UW News

November 7, 2002

USER project team working on Web-based record keeping

With a promising new Web-based record-keeping system nearing completion, some areas of the UW campus are planning to eighty-six the unwieldy form 220 in the near future.



The first phase of the Online Work Leave System, part of the USER project for streamlining the UW with Web-based applications, should be available for broad implementation at the beginning of the next fiscal year in August 2003. The system automates a record-keeping process that can be cumbersome, confusing, and has the potential for mistakes in the recording of employees’ annual leave and sick leave. In the process, it relieves a huge burden from the backs of record keepers around campus who currently need to keep track of the different rules and how they affect individual employees.



“I didn’t feel 100 percent confident that we were doing things right,” said longtime administrator Karen Low, in reference to the paper form 220. “There are so many rules and regulations for the different classifications of employees. It was hard to keep track of it all. Now it’s done magically for me on the computer.”



It might work like magic now, but there has been a fair amount of blood, sweat and tears expended to get to this point. The team, which includes eight volunteers, had to start by sorting out and inputting the 100 or so different business rules that apply to the various classifications of employees on campus.



“The team has done a really good job of sorting through all the leave plans and identifying which rules apply to which leave plan,” USER project manager Pat Bonner said. “It’s been a very complicated and detailed procedure and the team has done a great job.”



And an important part of that team has been the volunteers. Liz Coveney, a volunteer for the online record-keeping system and the director of human resources administration and information systems, said employees from all over campus have contributed to the project without any break from their normal duties. They do it “because they believe in the value of the product for the campus,” she said.



And that value is clear, according to record keepers on campus.



Consider, for example, that leave accrual differs in numerous ways depending on whether someone is classified staff, professional staff, a librarian, a Hall Health physician or an educator at the Experimental Education Unit. Some of those classifications have different subsets that factor into the equation. Together, it’s a lot for one person to track.



For example, can an employee with two months under his belt take annual leave? Yes and no. It depends on that employee’s classification. Some can. Others have to complete a probationary period. One thing is for sure, the computer will liberate beleaguered record keepers across campus from having to keep track of all the different rules that apply to all the different employees within a particular unit.



“The main thing is that it automates many of the business rules that record keepers need to apply in their heads — eligibility for accrual of leave depending on when someone started, the adjustment of accrual rates based on length of service, notices to employees to remind them to take their personal holiday,” said Coveney. “It doesn’t include every permutation, but we did our best to include most of the core, time-sensitive usage data so that employees can get those reminders.”



The system will benefit the average campus employee too. By visiting the Employee Self Service Web site, available through myUW, employees will be able to check their various leave balances, which should help with planning vacations and other absences.

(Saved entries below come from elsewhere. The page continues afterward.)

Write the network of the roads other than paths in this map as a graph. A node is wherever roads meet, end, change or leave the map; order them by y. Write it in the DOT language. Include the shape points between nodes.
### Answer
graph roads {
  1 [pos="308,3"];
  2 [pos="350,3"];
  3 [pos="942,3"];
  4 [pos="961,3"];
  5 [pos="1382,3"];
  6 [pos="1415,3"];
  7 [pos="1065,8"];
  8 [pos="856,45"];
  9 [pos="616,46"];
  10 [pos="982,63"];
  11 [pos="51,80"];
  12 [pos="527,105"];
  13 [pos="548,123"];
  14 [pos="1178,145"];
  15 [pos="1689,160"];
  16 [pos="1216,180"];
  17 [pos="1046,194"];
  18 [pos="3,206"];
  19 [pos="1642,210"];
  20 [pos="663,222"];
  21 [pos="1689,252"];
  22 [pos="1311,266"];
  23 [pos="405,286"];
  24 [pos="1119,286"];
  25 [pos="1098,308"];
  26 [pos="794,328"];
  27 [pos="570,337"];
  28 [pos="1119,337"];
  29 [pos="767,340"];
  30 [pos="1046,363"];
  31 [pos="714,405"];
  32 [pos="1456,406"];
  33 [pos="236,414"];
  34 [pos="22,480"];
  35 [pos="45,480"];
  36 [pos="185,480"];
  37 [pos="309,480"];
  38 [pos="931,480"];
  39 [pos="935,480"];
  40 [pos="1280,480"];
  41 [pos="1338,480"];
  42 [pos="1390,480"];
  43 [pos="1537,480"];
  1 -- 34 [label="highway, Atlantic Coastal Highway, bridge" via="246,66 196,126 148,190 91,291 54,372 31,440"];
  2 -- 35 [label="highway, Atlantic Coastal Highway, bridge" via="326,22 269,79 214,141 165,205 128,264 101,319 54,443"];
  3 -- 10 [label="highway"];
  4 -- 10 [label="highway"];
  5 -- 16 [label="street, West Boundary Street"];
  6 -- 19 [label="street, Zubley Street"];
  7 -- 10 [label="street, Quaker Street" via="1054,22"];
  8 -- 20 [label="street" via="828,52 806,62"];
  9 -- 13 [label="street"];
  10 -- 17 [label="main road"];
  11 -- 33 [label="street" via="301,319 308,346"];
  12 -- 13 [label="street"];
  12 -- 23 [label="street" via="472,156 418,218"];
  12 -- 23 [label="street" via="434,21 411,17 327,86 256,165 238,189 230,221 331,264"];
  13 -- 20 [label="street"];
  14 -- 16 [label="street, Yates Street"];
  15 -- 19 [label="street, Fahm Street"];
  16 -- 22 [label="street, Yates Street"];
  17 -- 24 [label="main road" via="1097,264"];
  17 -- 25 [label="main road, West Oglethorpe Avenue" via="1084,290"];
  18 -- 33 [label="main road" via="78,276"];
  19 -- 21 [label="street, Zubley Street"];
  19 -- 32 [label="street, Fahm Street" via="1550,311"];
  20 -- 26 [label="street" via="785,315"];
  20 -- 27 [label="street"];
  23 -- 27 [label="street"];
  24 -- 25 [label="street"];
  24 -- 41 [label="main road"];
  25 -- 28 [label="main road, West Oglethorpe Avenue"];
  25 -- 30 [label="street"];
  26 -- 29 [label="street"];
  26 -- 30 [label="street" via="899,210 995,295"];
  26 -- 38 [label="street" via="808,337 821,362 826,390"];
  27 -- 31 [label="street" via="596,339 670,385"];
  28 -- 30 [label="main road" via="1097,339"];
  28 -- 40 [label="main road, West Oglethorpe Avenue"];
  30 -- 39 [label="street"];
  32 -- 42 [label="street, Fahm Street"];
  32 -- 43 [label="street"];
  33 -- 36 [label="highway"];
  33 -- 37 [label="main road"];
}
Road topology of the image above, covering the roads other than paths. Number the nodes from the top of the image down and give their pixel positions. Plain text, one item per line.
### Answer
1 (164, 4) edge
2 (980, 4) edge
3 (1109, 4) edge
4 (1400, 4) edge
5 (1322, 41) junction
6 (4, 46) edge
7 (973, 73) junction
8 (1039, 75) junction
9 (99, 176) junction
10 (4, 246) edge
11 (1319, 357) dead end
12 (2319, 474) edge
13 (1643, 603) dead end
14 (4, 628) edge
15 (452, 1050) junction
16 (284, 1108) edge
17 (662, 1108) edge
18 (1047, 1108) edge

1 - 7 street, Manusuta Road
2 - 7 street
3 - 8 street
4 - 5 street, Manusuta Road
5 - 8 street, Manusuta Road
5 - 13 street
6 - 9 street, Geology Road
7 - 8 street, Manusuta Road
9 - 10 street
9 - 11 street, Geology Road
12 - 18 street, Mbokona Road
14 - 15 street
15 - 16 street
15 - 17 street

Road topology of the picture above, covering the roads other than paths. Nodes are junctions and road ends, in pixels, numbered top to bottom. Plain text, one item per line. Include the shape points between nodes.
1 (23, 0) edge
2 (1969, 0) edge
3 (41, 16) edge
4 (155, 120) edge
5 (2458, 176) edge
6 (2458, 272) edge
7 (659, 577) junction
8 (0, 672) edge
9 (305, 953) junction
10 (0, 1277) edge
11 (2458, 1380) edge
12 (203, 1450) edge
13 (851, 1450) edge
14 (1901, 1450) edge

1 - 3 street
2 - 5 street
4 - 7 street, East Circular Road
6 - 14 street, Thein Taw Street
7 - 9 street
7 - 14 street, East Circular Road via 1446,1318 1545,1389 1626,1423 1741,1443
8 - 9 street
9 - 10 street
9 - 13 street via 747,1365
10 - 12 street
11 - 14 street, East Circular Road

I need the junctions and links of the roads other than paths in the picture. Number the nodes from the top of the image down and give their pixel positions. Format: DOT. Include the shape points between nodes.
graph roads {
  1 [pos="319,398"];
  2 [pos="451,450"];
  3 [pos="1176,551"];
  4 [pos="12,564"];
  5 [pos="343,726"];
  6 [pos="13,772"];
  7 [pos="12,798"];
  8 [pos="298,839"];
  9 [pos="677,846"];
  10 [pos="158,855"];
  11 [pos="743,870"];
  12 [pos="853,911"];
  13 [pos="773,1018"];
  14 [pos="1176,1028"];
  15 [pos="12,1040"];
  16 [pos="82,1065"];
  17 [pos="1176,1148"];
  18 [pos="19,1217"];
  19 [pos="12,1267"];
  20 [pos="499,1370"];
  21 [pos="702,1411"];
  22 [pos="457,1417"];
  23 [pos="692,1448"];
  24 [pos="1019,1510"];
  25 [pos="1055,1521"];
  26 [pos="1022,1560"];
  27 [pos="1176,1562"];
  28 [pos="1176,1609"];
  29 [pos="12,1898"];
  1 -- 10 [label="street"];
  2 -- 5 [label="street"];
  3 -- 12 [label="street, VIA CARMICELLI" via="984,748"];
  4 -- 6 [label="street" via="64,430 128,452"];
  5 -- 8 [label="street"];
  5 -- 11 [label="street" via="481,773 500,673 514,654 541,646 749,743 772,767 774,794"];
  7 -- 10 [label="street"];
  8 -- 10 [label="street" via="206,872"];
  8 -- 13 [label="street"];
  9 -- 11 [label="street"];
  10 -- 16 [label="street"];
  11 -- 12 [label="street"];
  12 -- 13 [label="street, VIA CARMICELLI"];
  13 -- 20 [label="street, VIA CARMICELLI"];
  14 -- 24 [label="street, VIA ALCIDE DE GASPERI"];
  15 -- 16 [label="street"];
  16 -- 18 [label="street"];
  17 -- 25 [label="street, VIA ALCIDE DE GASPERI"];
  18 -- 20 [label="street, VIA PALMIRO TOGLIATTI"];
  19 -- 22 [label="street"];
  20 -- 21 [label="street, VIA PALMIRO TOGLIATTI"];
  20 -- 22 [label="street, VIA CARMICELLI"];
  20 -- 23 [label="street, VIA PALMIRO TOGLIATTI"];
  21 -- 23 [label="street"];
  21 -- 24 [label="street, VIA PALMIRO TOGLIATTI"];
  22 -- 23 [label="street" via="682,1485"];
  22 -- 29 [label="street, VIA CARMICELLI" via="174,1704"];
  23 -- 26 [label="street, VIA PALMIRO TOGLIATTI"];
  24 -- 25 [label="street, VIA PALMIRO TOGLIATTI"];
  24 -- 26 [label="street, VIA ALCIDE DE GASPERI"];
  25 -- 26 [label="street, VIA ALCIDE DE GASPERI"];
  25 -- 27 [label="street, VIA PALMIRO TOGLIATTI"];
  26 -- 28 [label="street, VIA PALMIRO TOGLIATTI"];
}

Employees will fill out leave requests or turn in sick leave reports as they always have. Those source documents will go to the appropriate record keeper who will enter them into a Web application developed by a team at Computing and Communications. Once a month, when time keepers finalize a month’s records, the employee and her supervisor will get an e-mail notification — sent automatically by the OWLS product — that the record is available for review. Coveney calls it a “post-entry review message.”



The employee and supervisor are then expected to review the record, which will be available at the Employee Self Service Web site (another component of the USER project) through myUW. If adjustments to the information are needed, they can be forwarded back to the record keeper before the payroll for that month is finalized.



Gary Prohaska, who led the team of developers working on the project, said security was a high priority. Information can only be entered into an employee’s leave record with a SecurID card and a recognized user name and password. Likewise, the information can only be viewed with a recognized user name and password. And because user names and passwords are encrypted, Prohaska is confident there will be no security breeches.



“It’s a very robust system compared to most of the peer institutions we know about,” Prohaska said.



Low and volunteers in several other departments have been using a test version of the product along with the form 220 since this summer. She says she’s been impressed with the product and is confident the end result will be even better.



“I’m real pleased with what I’ve seen so far,” she said. “For 95 percent of the basic straight reporting it’s excellent. Of course there are always going to be those unusual circumstances that will challenge the system, but for 95 percent it looks good to me and I’m sure as the debugging goes on, they’ll get up to 100 percent.”



Support for the USER project comes from the University Initiatives Fund.